Jules Beni, for whom Julesburg was named, operated the station at Julesburg and became a mortal enemy of Slade. When Beni came under suspicion for some company robberies, General Superintendent Benjamin Ficklin sent Slade to the station to deal with the situation. After just three days on site, Slade and Beni had a violent encounter when the latter took a shotgun and attempted to kill Slade. Shot several times at near point-blank range, Slade amazingly did not die, but instead developed a deep hatred for Beni, telling him some day he would wear Beni’s ear on a watch fob. Ficklin’s unexpected arrival in Julesburg probably kept Beni from being lynched by a mob that had gathered in response to Slade’s shooting.
Eventually, Slade made good on his promise, killing Beni and—so the story goes—turning his ear into a fob. At least one account says he used it as a “rattle” to entertain children when they stopped at one of the stations he managed, and for which he is most closely associated: Virginia Dale.
First Station Master
From Julesburg, Colorado, you can take Interstate 76 southwest toward Denver, but I recommend U.S. Highway 138 to Sterling, then I-76 through Fort Morgan to Wiggins, where you can take U.S. 34 through Greeley and into Loveland. Once there, turn north on U.S. 287 and follow it through Fort Collins, past Virginia Dale and into Wyoming.
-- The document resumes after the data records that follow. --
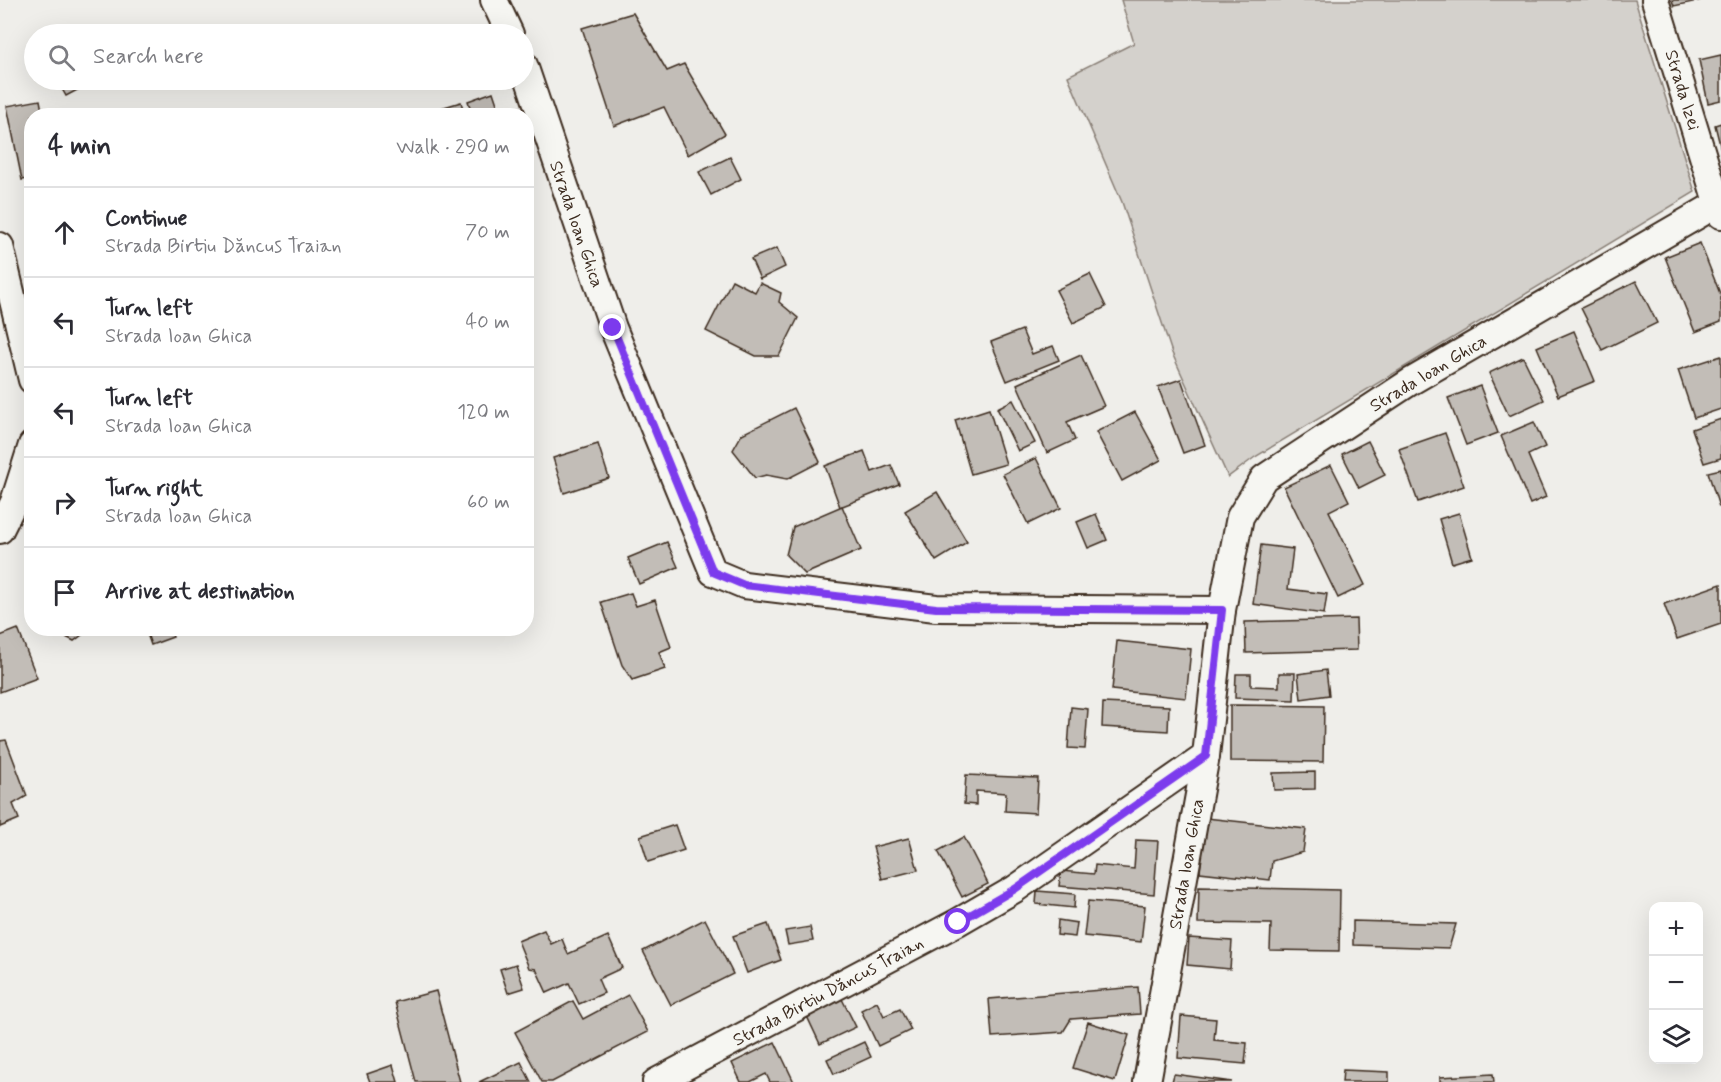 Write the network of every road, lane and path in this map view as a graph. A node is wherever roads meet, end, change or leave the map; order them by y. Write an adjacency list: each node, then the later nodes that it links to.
1 (494, 0): 3 (street)
2 (1655, 0): 5 (street, Strada Izei)
3 (505, 24)
4 (532, 90): 10 (street, Strada Ioan Ghica)
5 (1719, 209): 10 (street, Strada Ioan Ghica)
6 (0, 246): 7 (street)
7 (24, 346)
8 (24, 470): 9 (street)
9 (0, 530)
10 (1222, 610): 11 (street, Strada Ioan Ghica)
11 (1206, 756): 12 (street, Strada Birtiu Dăncus Traian); 13 (street, Strada Ioan Ghica)
12 (656, 1082)
13 (1148, 1082)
Located along U.S. Highway 287, north of Fort Collins, Colorado, the Virginia Dale station is not accessible to the general public, but it is important for two reasons: Slade named it for his wife, Virginia Dale Slade, and he managed it successfully as the first station master until his violent temper got out of hand and he was fired from the employ of the Central Overland Stage Company, owned by Ben Holladay, who had bought out Russell, Majors and Waddell the previous December in 1861.
During his tenure as superintendent of the stagecoach line, Slade primarily worked along the southern route across Wyoming. From his home base at Virginia Dale, the stations he managed sat at intervals roughly 20 miles apart. To follow the route today, take U.S. 287 from Fort Collins to Laramie, Wyoming, and then continue west along Interstate 80 to Fort Bridger.
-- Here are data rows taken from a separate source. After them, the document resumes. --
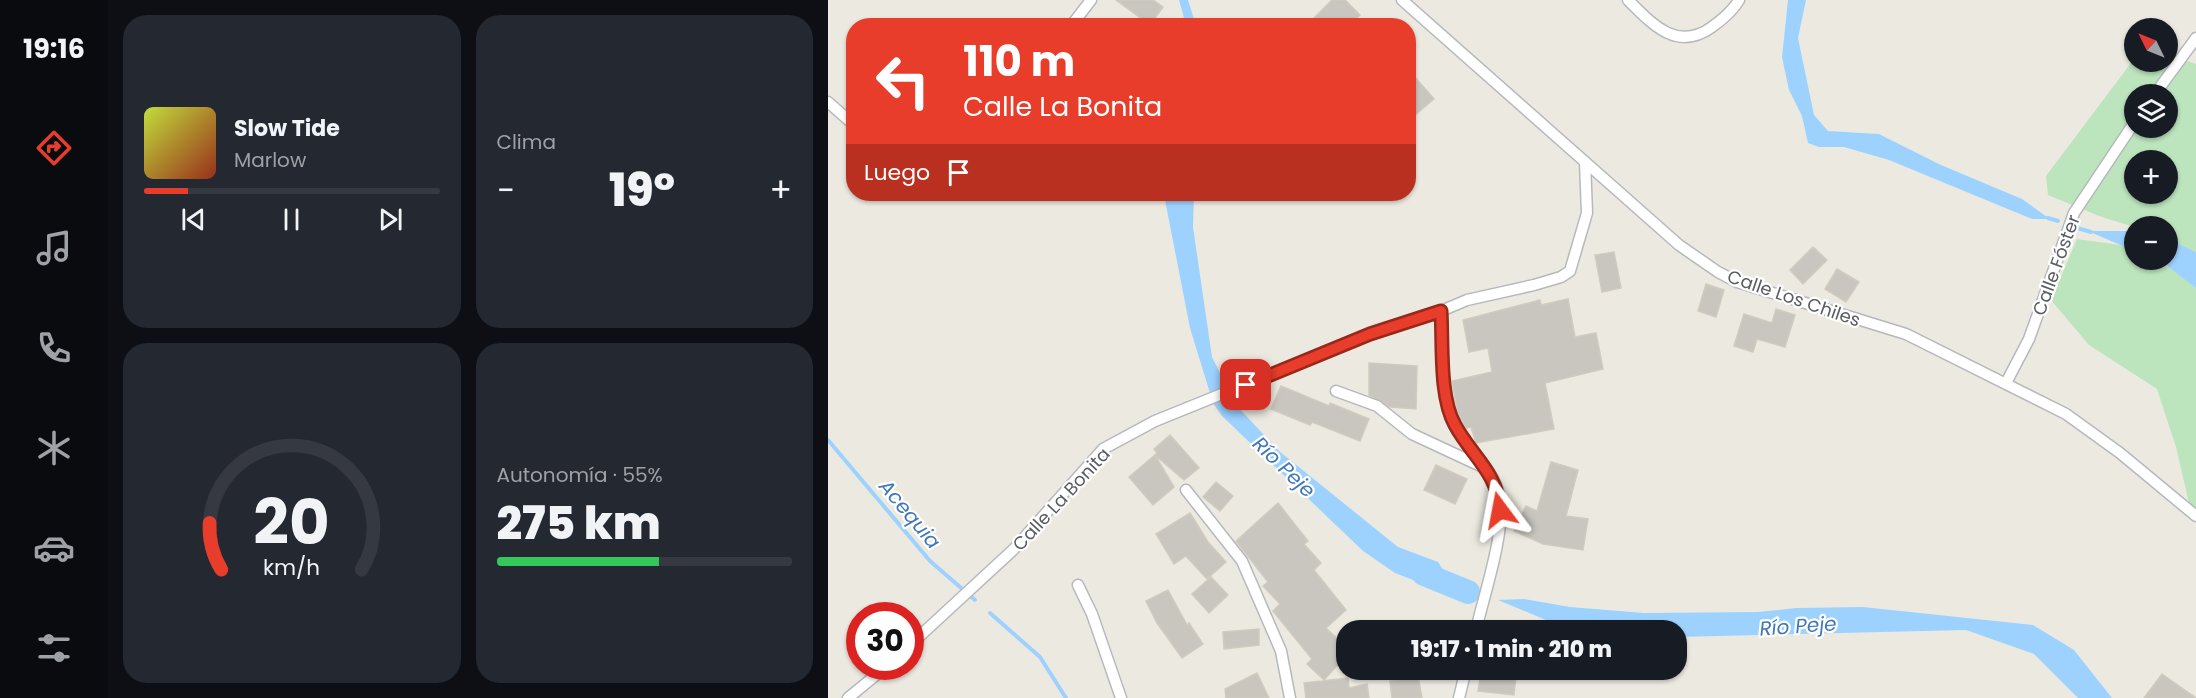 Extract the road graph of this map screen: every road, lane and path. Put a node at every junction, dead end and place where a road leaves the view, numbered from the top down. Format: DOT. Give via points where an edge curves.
graph roads {
  1 [pos="1091,0"];
  2 [pos="1401,0"];
  3 [pos="1628,0"];
  4 [pos="1739,0"];
  5 [pos="1077,18"];
  6 [pos="2196,38"];
  7 [pos="2162,84"];
  8 [pos="828,102"];
  9 [pos="846,118"];
  10 [pos="2124,138"];
  11 [pos="1585,162"];
  12 [pos="1441,311"];
  13 [pos="2006,383"];
  14 [pos="1336,391"];
  15 [pos="1488,470"];
  16 [pos="1186,490"];
  17 [pos="2196,516"];
  18 [pos="1078,585"];
  19 [pos="1478,620"];
  20 [pos="924,632"];
  21 [pos="870,680"];
  22 [pos="1463,680"];
  23 [pos="848,698"];
  24 [pos="1121,698"];
  25 [pos="1290,698"];
  26 [pos="1459,698"];
  1 -- 5 [label="street"];
  2 -- 11 [label="street, Calle Los Chiles"];
  3 -- 4 [label="street" via="1658,28 1686,38 1710,29"];
  6 -- 7 [label="street"];
  8 -- 9 [label="street"];
  10 -- 13 [label="street, Calle Fóster" via="2074,213 2028,339"];
  11 -- 12 [label="street, Calle La Bonita" via="1587,213 1570,271 1561,278 1467,300"];
  11 -- 13 [label="street, Calle Los Chiles" via="1679,245 1718,272 1757,289 1906,334"];
  12 -- 15 [label="street" via="1447,401 1455,425"];
  12 -- 20 [label="street, Calle La Bonita" via="1370,334 1155,421 1103,449 1014,549"];
  13 -- 17 [label="street, Calle Los Chiles" via="2090,430"];
  14 -- 15 [label="street" via="1377,406 1412,434"];
  15 -- 19 [label="street" via="1499,494 1501,525"];
  16 -- 25 [label="street" via="1242,561 1281,651"];
  18 -- 24 [label="street"];
  21 -- 23 [label="street"];
  22 -- 26 [label="street"];
}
In most cases, the stage stations have disappeared to the hand of time, although some remain as crumbling sandstone ruins. To follow the route, I recommend a few stops such as Laramie, with its Wyoming Territorial Prison, a place Slade never saw but that housed many early troublemakers in the territory, including Butch Cassidy.
Traveling west, stay overnight at the Elk Mountain Hotel. This tiny community at the base of the mountain, with the same name that is the dominant natural feature along I-80, has only limited shopping and services, but the hotel is a real treasure.
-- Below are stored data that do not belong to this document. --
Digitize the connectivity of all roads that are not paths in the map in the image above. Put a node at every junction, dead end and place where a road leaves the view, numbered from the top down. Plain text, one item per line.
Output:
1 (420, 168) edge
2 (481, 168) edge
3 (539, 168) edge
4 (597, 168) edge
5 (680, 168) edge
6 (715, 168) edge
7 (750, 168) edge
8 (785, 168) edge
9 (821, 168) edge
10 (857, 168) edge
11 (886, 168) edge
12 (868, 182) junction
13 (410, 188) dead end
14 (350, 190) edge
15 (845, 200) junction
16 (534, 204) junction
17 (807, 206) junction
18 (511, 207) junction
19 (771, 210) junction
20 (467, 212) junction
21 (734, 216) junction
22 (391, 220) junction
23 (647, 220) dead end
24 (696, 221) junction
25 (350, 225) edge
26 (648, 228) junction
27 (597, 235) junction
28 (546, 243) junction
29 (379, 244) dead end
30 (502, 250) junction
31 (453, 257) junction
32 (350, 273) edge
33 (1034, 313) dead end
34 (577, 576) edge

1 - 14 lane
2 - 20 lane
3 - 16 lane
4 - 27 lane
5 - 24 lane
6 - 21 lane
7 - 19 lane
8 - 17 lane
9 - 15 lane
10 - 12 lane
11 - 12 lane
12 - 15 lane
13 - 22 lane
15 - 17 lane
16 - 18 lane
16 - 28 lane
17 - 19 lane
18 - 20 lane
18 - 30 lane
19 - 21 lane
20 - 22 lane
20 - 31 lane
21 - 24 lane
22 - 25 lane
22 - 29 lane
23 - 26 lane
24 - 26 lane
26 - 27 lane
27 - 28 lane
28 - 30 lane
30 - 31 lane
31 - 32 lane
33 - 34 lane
Fort Halleck—where Slade spent time managing the station and sometimes driving the route himself from Virginia Dale—sat just to the west of the present-day town. Nothing remains of the post, and the site is on private property.
In Rawlins, you can see the shoes made from the hide of George Parrott who, like Slade, had quite a reputation as a troublemaker that culminated in the killing of two Carbon County sheriff’s deputies and his own lynching in 1881 (after which he was skinned and the shoes made).
Just off I-80 at Point of Rocks, between Rawlins and Rock Springs, is one of the only stage stations in use during Slade’s tenure that remains standing. Now a Wyoming State Historic Site, Point of Rocks Stage Station can be reached by exiting the interstate at Point of Rocks and traveling about a half mile south of the highway. Not only can you see this station (which has recently had some restoration work), but also, if you walk less than a quarter of a mile west along the well-marked Overland and Cherokee Trail, you will find a cemetery with a newly constructed fence that boy scouts put in place to protect the pioneer-era graves, some of them reputedly the final resting places of men who Jack Slade killed.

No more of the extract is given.